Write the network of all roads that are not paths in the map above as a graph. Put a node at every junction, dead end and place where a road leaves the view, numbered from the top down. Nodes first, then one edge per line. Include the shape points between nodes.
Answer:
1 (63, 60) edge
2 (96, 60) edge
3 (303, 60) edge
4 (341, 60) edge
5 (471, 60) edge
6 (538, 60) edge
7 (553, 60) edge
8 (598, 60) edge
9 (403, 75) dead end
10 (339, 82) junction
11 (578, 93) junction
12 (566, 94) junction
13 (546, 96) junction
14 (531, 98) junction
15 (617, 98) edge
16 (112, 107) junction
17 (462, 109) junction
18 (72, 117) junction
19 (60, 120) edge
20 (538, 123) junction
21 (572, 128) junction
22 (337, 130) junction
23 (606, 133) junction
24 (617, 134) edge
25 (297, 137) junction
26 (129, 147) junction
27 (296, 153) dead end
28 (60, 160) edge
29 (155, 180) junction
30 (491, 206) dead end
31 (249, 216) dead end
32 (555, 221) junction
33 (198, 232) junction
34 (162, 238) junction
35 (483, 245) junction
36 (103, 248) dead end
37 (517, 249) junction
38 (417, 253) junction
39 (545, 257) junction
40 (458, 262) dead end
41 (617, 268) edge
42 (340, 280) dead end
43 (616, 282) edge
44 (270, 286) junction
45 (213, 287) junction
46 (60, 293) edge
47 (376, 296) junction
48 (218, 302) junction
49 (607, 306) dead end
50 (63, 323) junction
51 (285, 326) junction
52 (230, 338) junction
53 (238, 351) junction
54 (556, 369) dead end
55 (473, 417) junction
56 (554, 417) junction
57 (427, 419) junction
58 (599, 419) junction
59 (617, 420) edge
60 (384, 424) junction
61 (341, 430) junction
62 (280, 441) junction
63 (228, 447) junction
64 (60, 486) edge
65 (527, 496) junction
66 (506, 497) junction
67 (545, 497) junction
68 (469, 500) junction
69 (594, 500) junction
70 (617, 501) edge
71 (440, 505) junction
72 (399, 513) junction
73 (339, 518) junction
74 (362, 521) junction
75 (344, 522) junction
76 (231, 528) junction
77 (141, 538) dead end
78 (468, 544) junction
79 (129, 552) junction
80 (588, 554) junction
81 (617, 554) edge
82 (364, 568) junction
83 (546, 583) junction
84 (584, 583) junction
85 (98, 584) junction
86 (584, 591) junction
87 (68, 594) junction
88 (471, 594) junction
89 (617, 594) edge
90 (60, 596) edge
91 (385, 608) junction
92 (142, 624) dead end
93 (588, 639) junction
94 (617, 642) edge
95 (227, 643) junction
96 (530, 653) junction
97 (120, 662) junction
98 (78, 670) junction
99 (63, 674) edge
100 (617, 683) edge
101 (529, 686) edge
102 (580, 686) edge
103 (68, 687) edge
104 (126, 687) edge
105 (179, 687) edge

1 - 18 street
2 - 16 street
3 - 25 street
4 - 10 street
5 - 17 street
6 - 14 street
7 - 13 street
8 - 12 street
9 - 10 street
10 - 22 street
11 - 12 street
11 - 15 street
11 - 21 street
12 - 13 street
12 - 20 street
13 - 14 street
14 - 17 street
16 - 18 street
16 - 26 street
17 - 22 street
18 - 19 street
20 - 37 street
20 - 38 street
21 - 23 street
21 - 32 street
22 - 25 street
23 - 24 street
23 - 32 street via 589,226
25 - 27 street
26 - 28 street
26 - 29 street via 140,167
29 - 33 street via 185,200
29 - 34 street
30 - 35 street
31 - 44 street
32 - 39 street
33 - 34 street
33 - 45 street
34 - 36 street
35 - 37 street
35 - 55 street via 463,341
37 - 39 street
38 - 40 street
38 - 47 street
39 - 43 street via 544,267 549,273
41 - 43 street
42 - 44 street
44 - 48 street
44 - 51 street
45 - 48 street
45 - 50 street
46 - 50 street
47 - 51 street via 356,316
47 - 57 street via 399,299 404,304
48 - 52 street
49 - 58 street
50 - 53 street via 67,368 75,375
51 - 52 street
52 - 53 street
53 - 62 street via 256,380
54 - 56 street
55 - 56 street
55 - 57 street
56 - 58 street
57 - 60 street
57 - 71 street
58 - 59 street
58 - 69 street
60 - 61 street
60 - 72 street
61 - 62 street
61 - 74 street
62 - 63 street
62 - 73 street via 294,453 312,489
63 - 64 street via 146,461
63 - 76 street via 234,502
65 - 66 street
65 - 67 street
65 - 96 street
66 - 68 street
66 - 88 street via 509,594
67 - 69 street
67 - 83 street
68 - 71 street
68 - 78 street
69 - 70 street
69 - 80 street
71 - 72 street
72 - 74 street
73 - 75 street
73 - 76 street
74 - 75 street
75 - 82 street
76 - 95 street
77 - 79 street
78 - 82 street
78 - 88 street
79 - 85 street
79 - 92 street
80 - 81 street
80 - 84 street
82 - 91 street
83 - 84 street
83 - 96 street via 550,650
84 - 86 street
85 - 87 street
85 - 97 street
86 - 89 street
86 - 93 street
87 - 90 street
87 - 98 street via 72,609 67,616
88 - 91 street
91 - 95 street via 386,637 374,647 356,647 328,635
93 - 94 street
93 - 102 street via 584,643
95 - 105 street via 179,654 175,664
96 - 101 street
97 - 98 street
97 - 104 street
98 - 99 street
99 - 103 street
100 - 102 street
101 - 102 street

* Exercise:
Once you find the string "dead" in a line of the records, copy that line.

* Written answer:
Write the network of all roads that are not paths in the map above as a graph. Put a node at every junction, dead end and place where a road leaves the view, numbered from the top down. Nodes first, then one edge per line. Include the shape points between nodes.
9 (403, 75) dead end
27 (296, 153) dead end
30 (491, 206) dead end
31 (249, 216) dead end
36 (103, 248) dead end
40 (458, 262) dead end
42 (340, 280) dead end
49 (607, 306) dead end
54 (556, 369) dead end
77 (141, 538) dead end
92 (142, 624) dead end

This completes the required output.